#### Information supplied

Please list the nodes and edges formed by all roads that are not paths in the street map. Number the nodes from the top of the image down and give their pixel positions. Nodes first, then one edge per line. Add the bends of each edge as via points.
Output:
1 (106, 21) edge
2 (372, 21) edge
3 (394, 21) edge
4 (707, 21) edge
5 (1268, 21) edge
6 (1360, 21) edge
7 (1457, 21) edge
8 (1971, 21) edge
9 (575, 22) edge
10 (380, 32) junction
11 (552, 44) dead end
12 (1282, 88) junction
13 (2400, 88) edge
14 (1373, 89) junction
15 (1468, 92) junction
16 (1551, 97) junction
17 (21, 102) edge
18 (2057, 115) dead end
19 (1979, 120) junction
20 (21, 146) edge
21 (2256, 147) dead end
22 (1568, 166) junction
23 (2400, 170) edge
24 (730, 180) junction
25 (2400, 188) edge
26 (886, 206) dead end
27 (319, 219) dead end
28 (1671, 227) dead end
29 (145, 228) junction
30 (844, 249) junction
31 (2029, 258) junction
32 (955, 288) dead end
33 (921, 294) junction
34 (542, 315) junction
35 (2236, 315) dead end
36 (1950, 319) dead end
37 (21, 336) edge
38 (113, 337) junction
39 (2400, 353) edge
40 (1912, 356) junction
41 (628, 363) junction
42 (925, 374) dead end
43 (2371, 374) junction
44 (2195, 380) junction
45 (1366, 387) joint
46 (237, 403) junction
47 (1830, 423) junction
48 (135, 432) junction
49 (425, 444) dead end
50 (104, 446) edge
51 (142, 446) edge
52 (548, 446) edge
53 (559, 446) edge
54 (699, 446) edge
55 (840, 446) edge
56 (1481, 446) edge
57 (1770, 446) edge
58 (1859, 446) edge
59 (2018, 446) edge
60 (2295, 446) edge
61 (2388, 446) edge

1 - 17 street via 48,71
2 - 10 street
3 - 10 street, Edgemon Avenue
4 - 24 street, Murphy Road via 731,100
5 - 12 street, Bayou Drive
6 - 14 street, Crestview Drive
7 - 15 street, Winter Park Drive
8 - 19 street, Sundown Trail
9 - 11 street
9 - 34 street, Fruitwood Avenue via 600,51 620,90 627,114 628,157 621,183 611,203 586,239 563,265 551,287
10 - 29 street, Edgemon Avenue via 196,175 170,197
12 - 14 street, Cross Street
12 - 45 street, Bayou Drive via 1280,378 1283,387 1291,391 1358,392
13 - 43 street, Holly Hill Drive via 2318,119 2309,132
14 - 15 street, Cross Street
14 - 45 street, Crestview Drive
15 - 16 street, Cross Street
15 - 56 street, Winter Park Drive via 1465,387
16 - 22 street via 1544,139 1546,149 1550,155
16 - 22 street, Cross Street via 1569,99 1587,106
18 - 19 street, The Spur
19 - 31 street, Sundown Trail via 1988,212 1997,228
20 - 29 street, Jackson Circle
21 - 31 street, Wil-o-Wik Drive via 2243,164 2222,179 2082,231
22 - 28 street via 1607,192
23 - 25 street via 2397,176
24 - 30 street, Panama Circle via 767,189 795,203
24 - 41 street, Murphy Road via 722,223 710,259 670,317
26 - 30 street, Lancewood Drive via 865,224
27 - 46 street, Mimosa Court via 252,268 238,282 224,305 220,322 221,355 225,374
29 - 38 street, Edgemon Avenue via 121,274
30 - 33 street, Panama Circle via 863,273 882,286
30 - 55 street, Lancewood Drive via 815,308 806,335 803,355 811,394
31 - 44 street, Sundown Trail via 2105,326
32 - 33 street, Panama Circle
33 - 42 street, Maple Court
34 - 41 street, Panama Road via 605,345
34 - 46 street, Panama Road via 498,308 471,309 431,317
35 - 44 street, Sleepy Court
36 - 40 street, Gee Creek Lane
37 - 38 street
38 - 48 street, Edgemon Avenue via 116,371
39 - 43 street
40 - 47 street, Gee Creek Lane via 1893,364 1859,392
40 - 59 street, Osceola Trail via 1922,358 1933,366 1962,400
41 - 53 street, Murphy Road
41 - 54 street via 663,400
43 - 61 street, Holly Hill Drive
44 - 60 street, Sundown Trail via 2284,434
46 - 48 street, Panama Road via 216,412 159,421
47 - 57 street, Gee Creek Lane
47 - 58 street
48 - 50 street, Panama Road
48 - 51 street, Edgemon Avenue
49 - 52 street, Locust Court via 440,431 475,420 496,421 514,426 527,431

########

Exercise objective >> Search the data and copy each line containing "Hill".

Exercise answer >>
13 - 43 street, Holly Hill Drive via 2318,119 2309,132
43 - 61 street, Holly Hill Drive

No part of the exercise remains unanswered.